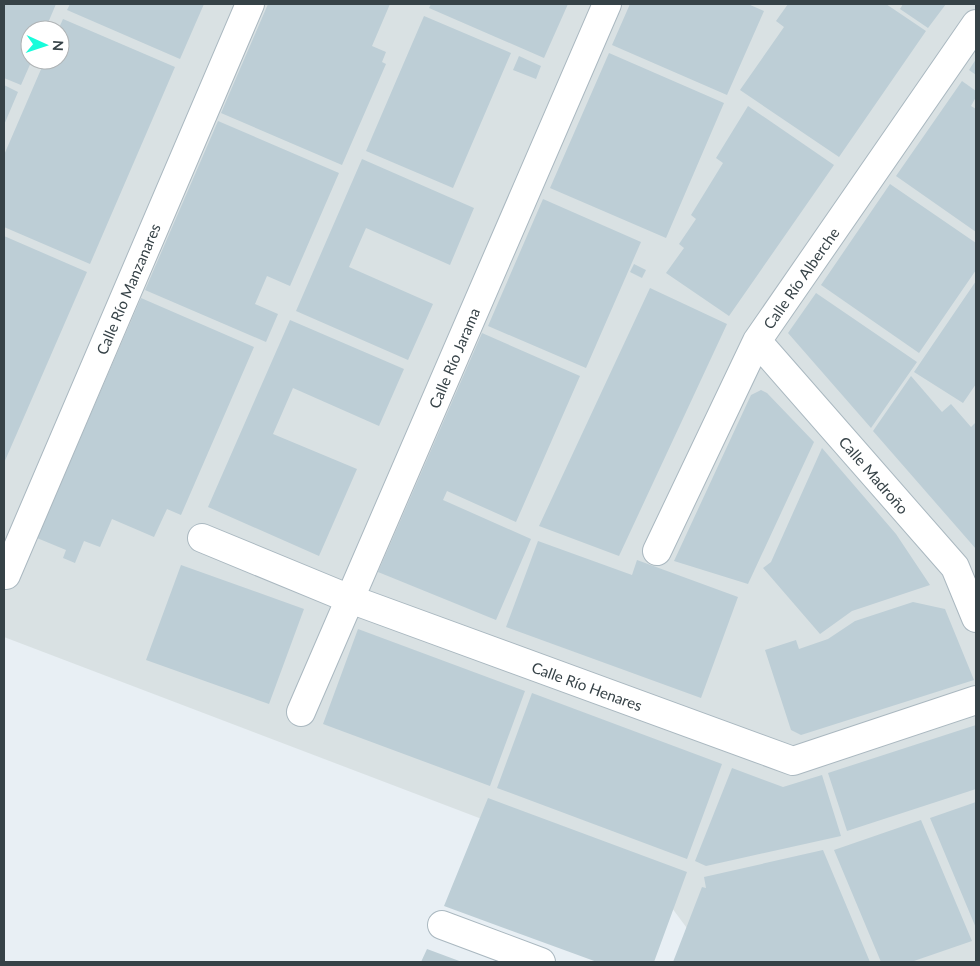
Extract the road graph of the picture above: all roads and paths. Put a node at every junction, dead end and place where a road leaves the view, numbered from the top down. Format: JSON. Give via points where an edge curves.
{"nodes":[{"id":1,"x":250,"y":4,"type":"edge"},
{"id":2,"x":607,"y":4,"type":"edge"},
{"id":3,"x":976,"y":24,"type":"edge"},
{"id":4,"x":757,"y":341,"type":"junction"},
{"id":5,"x":202,"y":538,"type":"dead end"},
{"id":6,"x":657,"y":551,"type":"dead end"},
{"id":7,"x":5,"y":574,"type":"edge"},
{"id":8,"x":350,"y":598,"type":"junction"},
{"id":9,"x":976,"y":618,"type":"edge"},
{"id":10,"x":976,"y":700,"type":"edge"},
{"id":11,"x":301,"y":712,"type":"dead end"},
{"id":12,"x":442,"y":925,"type":"dead end"},
{"id":13,"x":541,"y":962,"type":"edge"}],
"edges":[{"from":1,"to":7,"type":"street","name":"Calle Río Manzanares"},
{"from":2,"to":8,"type":"street","name":"Calle Río Jarama"},
{"from":3,"to":4,"type":"street","name":"Calle Río Alberche"},
{"from":4,"to":6,"type":"street","name":"Calle Río Alberche"},
{"from":4,"to":9,"type":"street","name":"Calle Madroño","via":[[955,567]]},
{"from":5,"to":8,"type":"street","name":"Calle Río Henares"},
{"from":8,"to":10,"type":"street","name":"Calle Río Henares","via":[[794,761]]},
{"from":8,"to":11,"type":"street","name":"Calle Río Jarama"},
{"from":12,"to":13,"type":"street"}]}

**Directions**
Each line of the data above is to be output exactly; the pictures are not to appear.

**Solution to the problem**
Extract the road graph of the picture above: all roads and paths. Put a node at every junction, dead end and place where a road leaves the view, numbered from the top down. Format: JSON. Give via points where an edge curves.
{"nodes":[{"id":1,"x":250,"y":4,"type":"edge"},
{"id":2,"x":607,"y":4,"type":"edge"},
{"id":3,"x":976,"y":24,"type":"edge"},
{"id":4,"x":757,"y":341,"type":"junction"},
{"id":5,"x":202,"y":538,"type":"dead end"},
{"id":6,"x":657,"y":551,"type":"dead end"},
{"id":7,"x":5,"y":574,"type":"edge"},
{"id":8,"x":350,"y":598,"type":"junction"},
{"id":9,"x":976,"y":618,"type":"edge"},
{"id":10,"x":976,"y":700,"type":"edge"},
{"id":11,"x":301,"y":712,"type":"dead end"},
{"id":12,"x":442,"y":925,"type":"dead end"},
{"id":13,"x":541,"y":962,"type":"edge"}],
"edges":[{"from":1,"to":7,"type":"street","name":"Calle Río Manzanares"},
{"from":2,"to":8,"type":"street","name":"Calle Río Jarama"},
{"from":3,"to":4,"type":"street","name":"Calle Río Alberche"},
{"from":4,"to":6,"type":"street","name":"Calle Río Alberche"},
{"from":4,"to":9,"type":"street","name":"Calle Madroño","via":[[955,567]]},
{"from":5,"to":8,"type":"street","name":"Calle Río Henares"},
{"from":8,"to":10,"type":"street","name":"Calle Río Henares","via":[[794,761]]},
{"from":8,"to":11,"type":"street","name":"Calle Río Jarama"},
{"from":12,"to":13,"type":"street"}]}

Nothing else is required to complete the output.